• **Work request**:
Sort through the data and copy the lines holding the word "rows".

• **Records shown**:
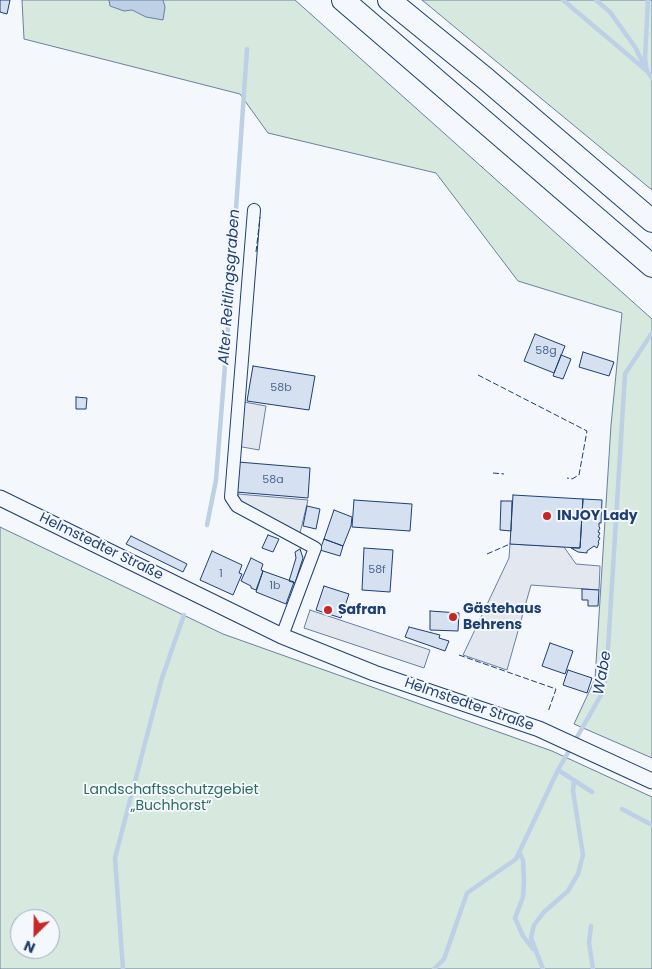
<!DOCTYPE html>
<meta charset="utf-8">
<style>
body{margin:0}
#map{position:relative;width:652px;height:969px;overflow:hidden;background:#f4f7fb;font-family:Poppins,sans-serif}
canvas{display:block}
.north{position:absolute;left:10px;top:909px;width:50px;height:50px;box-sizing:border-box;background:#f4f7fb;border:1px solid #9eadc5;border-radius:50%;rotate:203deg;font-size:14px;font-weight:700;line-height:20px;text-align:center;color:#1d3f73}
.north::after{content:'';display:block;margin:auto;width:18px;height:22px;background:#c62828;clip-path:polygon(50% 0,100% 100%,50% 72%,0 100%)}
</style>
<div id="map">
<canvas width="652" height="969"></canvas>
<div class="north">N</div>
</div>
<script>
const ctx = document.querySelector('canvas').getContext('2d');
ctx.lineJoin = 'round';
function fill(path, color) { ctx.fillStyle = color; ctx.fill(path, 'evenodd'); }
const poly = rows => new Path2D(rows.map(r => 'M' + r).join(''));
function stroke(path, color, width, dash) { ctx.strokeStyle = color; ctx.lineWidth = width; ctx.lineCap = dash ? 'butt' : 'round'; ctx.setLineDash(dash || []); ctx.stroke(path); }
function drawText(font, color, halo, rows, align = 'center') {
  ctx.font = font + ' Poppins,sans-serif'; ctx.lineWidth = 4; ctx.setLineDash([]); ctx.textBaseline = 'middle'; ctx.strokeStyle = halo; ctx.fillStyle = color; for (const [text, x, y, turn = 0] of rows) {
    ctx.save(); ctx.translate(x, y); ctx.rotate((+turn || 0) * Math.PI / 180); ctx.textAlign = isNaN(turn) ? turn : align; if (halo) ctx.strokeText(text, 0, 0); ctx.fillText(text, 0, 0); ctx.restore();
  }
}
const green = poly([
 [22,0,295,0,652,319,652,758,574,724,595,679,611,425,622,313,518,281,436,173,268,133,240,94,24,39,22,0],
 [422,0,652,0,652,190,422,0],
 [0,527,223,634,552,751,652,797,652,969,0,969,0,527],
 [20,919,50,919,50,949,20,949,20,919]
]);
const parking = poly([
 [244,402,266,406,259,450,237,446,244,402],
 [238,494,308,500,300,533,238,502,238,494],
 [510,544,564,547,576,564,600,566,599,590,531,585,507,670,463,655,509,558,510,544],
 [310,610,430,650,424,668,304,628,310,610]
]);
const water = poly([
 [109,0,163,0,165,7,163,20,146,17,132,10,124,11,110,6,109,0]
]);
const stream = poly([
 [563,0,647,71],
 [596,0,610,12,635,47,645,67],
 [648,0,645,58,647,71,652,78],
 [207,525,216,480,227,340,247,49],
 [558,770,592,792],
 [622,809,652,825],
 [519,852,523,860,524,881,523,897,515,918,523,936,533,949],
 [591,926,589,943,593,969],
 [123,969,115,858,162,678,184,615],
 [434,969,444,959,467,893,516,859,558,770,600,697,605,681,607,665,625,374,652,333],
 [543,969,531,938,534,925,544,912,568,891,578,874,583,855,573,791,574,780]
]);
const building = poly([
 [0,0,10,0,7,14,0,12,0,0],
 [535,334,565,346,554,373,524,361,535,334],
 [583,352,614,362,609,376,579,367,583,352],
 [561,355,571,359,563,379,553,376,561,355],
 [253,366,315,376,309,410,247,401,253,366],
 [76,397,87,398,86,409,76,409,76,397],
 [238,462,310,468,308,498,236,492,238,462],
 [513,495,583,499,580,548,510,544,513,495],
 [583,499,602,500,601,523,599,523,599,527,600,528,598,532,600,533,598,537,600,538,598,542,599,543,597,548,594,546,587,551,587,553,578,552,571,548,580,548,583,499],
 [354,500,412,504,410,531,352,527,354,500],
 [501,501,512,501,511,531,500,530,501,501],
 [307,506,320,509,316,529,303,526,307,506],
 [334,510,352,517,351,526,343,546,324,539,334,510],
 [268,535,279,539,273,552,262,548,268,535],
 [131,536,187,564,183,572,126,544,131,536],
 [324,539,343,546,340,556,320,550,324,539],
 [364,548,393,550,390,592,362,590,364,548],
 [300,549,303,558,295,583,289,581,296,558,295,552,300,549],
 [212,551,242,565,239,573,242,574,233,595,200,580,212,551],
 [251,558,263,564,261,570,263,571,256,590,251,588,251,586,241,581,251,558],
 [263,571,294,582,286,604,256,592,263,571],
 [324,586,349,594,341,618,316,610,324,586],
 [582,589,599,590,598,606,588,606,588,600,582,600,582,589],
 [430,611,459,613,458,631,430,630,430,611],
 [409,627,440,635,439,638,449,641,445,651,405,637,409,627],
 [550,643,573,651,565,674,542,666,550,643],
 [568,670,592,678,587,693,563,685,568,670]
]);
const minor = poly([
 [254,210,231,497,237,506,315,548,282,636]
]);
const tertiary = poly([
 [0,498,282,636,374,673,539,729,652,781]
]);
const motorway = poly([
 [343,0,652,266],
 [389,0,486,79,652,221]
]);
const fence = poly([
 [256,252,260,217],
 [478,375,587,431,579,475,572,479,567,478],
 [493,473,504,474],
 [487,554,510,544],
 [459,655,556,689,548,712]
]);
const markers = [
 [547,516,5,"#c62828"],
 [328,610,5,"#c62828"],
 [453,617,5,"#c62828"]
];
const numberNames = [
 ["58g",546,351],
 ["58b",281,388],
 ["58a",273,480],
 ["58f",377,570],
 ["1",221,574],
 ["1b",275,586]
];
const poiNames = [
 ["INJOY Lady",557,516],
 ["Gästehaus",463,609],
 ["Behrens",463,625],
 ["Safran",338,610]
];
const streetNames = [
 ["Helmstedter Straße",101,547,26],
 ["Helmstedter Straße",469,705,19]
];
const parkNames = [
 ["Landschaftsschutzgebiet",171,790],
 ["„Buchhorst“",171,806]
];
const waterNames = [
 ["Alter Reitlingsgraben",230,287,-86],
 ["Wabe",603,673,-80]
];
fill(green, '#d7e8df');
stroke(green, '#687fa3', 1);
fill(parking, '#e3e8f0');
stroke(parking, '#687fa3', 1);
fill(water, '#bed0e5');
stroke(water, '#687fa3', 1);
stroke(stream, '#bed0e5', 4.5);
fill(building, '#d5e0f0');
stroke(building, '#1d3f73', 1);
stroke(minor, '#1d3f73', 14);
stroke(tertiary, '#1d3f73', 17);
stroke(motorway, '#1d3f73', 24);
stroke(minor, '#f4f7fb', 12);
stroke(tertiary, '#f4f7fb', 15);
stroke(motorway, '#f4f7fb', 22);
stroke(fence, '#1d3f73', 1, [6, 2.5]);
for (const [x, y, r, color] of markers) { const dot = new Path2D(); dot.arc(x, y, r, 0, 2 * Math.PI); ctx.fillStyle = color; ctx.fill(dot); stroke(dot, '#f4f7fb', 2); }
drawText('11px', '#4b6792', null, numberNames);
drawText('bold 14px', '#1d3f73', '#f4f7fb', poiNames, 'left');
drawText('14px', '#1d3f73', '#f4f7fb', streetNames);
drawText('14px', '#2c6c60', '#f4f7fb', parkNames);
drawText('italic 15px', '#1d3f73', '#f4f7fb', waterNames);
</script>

• **Exercise output**:
const poly = rows => new Path2D(rows.map(r => 'M' + r).join(''));
function drawText(font, color, halo, rows, align = 'center') {
  ctx.font = font + ' Poppins,sans-serif'; ctx.lineWidth = 4; ctx.setLineDash([]); ctx.textBaseline = 'middle'; ctx.strokeStyle = halo; ctx.fillStyle = color; for (const [text, x, y, turn = 0] of rows) {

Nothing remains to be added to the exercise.